How can I extract the quarter from a date using PySpark?

How to Extract the Quarter from a Date in PySpark


Introduction to Date Manipulation in PySpark

PySpark, the Python API for Apache Spark, is an indispensable tool for large-scale data processing and analysis. When dealing with time-series or transactional data, aggregating metrics based on specific time periods is frequently required. One of the most common requirements in financial and business intelligence reporting is the ability to segment data based on the fiscal or calendar quarter. This process, known as date part extraction, allows analysts to shift from row-level transaction data to period-over-period performance summaries. Successfully extracting the quarter from a date column within a PySpark DataFrame is fundamental for robust temporal analysis.

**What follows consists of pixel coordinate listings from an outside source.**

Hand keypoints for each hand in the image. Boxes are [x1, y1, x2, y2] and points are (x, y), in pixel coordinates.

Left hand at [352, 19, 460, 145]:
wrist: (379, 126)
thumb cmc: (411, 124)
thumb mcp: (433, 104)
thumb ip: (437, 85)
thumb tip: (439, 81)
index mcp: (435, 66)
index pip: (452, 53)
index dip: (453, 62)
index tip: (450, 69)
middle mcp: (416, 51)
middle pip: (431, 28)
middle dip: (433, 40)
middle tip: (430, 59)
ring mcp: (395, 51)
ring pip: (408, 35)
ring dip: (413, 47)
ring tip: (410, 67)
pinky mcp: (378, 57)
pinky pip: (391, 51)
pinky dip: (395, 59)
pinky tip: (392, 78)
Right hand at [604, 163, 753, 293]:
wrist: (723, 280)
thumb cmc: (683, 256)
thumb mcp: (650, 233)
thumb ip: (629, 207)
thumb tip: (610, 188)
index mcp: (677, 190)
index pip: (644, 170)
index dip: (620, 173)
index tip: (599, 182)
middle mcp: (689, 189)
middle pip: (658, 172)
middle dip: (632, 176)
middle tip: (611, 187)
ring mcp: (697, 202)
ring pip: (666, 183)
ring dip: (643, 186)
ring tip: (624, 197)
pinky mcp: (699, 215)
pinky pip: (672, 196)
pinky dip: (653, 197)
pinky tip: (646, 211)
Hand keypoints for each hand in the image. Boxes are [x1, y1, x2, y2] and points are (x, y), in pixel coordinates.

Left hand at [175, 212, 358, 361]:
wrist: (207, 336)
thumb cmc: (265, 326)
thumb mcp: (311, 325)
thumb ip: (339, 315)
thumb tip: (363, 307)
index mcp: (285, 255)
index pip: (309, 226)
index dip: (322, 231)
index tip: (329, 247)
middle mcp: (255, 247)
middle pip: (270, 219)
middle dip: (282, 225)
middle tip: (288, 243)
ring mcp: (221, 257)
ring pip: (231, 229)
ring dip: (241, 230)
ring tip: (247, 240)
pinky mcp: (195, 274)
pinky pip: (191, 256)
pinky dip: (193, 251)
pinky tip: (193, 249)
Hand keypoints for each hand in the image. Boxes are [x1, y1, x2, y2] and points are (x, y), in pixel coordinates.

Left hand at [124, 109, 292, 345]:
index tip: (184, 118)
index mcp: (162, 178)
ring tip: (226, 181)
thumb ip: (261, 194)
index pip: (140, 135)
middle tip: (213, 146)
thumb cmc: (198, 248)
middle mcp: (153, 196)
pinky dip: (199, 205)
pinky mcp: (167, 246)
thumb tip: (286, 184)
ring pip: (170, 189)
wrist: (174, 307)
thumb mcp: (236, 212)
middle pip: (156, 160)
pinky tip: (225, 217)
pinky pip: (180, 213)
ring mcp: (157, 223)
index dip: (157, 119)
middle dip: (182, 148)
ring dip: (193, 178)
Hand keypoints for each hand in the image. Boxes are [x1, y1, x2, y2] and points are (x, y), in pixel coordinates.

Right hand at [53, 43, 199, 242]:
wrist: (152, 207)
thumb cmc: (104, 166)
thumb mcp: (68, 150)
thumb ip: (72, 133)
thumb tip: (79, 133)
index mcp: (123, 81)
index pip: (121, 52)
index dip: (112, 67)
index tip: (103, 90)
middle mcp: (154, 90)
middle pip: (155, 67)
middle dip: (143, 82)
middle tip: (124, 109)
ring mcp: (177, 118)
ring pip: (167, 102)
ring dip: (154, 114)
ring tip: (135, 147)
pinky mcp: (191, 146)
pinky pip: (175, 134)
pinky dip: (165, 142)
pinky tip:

The core challenge in date processing is ensuring that the data type is correctly handled, and that the chosen extraction method is highly performant across a distributed cluster. PySpark’s SQL functions module provides specialized tools designed to handle date and timestamp types efficiently. We will explore two primary methods that leverage built-in PySpark functions to extract the quarter information, addressing both the simple extraction of the quarter number and the more complex task of combining the year and quarter into a single, cohesive string identifier. These techniques are vital for creating standardized time dimensions in your analytical pipelines.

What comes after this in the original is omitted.